Saved entries:

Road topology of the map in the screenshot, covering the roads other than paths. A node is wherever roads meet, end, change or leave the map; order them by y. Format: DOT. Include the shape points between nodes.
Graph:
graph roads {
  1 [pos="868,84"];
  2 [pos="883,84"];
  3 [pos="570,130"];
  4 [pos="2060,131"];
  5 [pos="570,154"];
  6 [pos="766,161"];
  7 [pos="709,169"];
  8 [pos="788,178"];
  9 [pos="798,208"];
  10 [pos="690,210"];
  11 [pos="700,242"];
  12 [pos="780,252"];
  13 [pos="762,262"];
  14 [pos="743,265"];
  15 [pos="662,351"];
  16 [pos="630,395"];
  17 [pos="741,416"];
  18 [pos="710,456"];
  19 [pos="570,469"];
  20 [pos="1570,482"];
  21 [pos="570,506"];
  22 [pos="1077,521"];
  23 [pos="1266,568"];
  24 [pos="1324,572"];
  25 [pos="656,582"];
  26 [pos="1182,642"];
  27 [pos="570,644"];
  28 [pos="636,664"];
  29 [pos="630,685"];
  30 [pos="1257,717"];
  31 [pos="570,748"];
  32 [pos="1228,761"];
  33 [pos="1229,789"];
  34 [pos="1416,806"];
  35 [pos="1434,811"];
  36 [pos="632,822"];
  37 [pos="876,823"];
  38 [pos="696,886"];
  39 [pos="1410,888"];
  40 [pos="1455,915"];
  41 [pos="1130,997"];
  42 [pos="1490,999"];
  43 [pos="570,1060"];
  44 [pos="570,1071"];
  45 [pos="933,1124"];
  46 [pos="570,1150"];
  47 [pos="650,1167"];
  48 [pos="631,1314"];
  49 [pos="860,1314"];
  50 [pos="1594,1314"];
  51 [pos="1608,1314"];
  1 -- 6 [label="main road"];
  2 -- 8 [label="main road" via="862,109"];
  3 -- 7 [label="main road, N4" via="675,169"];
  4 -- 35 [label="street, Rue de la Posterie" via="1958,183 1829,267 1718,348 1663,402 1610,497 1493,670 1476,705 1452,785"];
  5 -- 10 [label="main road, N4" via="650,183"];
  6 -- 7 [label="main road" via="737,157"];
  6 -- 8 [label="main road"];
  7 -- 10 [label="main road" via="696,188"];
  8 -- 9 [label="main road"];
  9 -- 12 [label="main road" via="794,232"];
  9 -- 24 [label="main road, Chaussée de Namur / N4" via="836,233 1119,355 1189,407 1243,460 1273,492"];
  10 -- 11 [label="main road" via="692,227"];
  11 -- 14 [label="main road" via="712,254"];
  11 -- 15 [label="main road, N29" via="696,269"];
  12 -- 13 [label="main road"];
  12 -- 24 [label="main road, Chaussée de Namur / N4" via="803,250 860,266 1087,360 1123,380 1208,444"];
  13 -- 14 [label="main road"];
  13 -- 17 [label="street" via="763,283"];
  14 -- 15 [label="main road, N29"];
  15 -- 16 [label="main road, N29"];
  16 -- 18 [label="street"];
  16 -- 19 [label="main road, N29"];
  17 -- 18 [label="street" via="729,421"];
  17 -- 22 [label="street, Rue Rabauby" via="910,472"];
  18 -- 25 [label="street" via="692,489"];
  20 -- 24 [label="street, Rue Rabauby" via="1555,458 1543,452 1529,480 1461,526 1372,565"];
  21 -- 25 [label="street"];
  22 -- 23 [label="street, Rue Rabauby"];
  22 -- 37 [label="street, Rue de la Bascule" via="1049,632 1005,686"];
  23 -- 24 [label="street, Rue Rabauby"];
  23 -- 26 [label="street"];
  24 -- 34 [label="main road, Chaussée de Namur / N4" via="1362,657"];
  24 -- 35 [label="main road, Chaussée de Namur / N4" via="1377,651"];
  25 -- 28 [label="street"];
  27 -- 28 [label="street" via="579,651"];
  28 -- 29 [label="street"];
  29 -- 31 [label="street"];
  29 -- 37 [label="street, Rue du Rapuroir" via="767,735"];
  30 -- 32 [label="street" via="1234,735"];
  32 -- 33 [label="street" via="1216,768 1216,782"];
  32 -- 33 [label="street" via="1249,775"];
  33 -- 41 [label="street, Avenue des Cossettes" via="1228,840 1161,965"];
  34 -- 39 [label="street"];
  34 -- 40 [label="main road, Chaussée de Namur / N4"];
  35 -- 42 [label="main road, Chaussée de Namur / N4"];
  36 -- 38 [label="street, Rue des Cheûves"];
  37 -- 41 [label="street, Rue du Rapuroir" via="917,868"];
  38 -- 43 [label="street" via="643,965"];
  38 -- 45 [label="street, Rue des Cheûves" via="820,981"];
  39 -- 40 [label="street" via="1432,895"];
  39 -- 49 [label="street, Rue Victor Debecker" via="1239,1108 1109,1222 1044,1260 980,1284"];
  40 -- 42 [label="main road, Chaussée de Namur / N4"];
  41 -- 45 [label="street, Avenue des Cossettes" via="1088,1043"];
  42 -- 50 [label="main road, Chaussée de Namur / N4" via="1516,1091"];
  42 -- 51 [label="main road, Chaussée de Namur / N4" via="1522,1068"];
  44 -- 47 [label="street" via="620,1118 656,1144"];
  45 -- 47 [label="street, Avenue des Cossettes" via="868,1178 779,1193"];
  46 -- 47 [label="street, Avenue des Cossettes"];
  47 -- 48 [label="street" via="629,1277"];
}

● **Task instructions**: What you return must match the records above exactly, line for line.

● **Solution to the exercise**:
Road topology of the map in the screenshot, covering the roads other than paths. A node is wherever roads meet, end, change or leave the map; order them by y. Format: DOT. Include the shape points between nodes.
Graph:
graph roads {
  1 [pos="868,84"];
  2 [pos="883,84"];
  3 [pos="570,130"];
  4 [pos="2060,131"];
  5 [pos="570,154"];
  6 [pos="766,161"];
  7 [pos="709,169"];
  8 [pos="788,178"];
  9 [pos="798,208"];
  10 [pos="690,210"];
  11 [pos="700,242"];
  12 [pos="780,252"];
  13 [pos="762,262"];
  14 [pos="743,265"];
  15 [pos="662,351"];
  16 [pos="630,395"];
  17 [pos="741,416"];
  18 [pos="710,456"];
  19 [pos="570,469"];
  20 [pos="1570,482"];
  21 [pos="570,506"];
  22 [pos="1077,521"];
  23 [pos="1266,568"];
  24 [pos="1324,572"];
  25 [pos="656,582"];
  26 [pos="1182,642"];
  27 [pos="570,644"];
  28 [pos="636,664"];
  29 [pos="630,685"];
  30 [pos="1257,717"];
  31 [pos="570,748"];
  32 [pos="1228,761"];
  33 [pos="1229,789"];
  34 [pos="1416,806"];
  35 [pos="1434,811"];
  36 [pos="632,822"];
  37 [pos="876,823"];
  38 [pos="696,886"];
  39 [pos="1410,888"];
  40 [pos="1455,915"];
  41 [pos="1130,997"];
  42 [pos="1490,999"];
  43 [pos="570,1060"];
  44 [pos="570,1071"];
  45 [pos="933,1124"];
  46 [pos="570,1150"];
  47 [pos="650,1167"];
  48 [pos="631,1314"];
  49 [pos="860,1314"];
  50 [pos="1594,1314"];
  51 [pos="1608,1314"];
  1 -- 6 [label="main road"];
  2 -- 8 [label="main road" via="862,109"];
  3 -- 7 [label="main road, N4" via="675,169"];
  4 -- 35 [label="street, Rue de la Posterie" via="1958,183 1829,267 1718,348 1663,402 1610,497 1493,670 1476,705 1452,785"];
  5 -- 10 [label="main road, N4" via="650,183"];
  6 -- 7 [label="main road" via="737,157"];
  6 -- 8 [label="main road"];
  7 -- 10 [label="main road" via="696,188"];
  8 -- 9 [label="main road"];
  9 -- 12 [label="main road" via="794,232"];
  9 -- 24 [label="main road, Chaussée de Namur / N4" via="836,233 1119,355 1189,407 1243,460 1273,492"];
  10 -- 11 [label="main road" via="692,227"];
  11 -- 14 [label="main road" via="712,254"];
  11 -- 15 [label="main road, N29" via="696,269"];
  12 -- 13 [label="main road"];
  12 -- 24 [label="main road, Chaussée de Namur / N4" via="803,250 860,266 1087,360 1123,380 1208,444"];
  13 -- 14 [label="main road"];
  13 -- 17 [label="street" via="763,283"];
  14 -- 15 [label="main road, N29"];
  15 -- 16 [label="main road, N29"];
  16 -- 18 [label="street"];
  16 -- 19 [label="main road, N29"];
  17 -- 18 [label="street" via="729,421"];
  17 -- 22 [label="street, Rue Rabauby" via="910,472"];
  18 -- 25 [label="street" via="692,489"];
  20 -- 24 [label="street, Rue Rabauby" via="1555,458 1543,452 1529,480 1461,526 1372,565"];
  21 -- 25 [label="street"];
  22 -- 23 [label="street, Rue Rabauby"];
  22 -- 37 [label="street, Rue de la Bascule" via="1049,632 1005,686"];
  23 -- 24 [label="street, Rue Rabauby"];
  23 -- 26 [label="street"];
  24 -- 34 [label="main road, Chaussée de Namur / N4" via="1362,657"];
  24 -- 35 [label="main road, Chaussée de Namur / N4" via="1377,651"];
  25 -- 28 [label="street"];
  27 -- 28 [label="street" via="579,651"];
  28 -- 29 [label="street"];
  29 -- 31 [label="street"];
  29 -- 37 [label="street, Rue du Rapuroir" via="767,735"];
  30 -- 32 [label="street" via="1234,735"];
  32 -- 33 [label="street" via="1216,768 1216,782"];
  32 -- 33 [label="street" via="1249,775"];
  33 -- 41 [label="street, Avenue des Cossettes" via="1228,840 1161,965"];
  34 -- 39 [label="street"];
  34 -- 40 [label="main road, Chaussée de Namur / N4"];
  35 -- 42 [label="main road, Chaussée de Namur / N4"];
  36 -- 38 [label="street, Rue des Cheûves"];
  37 -- 41 [label="street, Rue du Rapuroir" via="917,868"];
  38 -- 43 [label="street" via="643,965"];
  38 -- 45 [label="street, Rue des Cheûves" via="820,981"];
  39 -- 40 [label="street" via="1432,895"];
  39 -- 49 [label="street, Rue Victor Debecker" via="1239,1108 1109,1222 1044,1260 980,1284"];
  40 -- 42 [label="main road, Chaussée de Namur / N4"];
  41 -- 45 [label="street, Avenue des Cossettes" via="1088,1043"];
  42 -- 50 [label="main road, Chaussée de Namur / N4" via="1516,1091"];
  42 -- 51 [label="main road, Chaussée de Namur / N4" via="1522,1068"];
  44 -- 47 [label="street" via="620,1118 656,1144"];
  45 -- 47 [label="street, Avenue des Cossettes" via="868,1178 779,1193"];
  46 -- 47 [label="street, Avenue des Cossettes"];
  47 -- 48 [label="street" via="629,1277"];
}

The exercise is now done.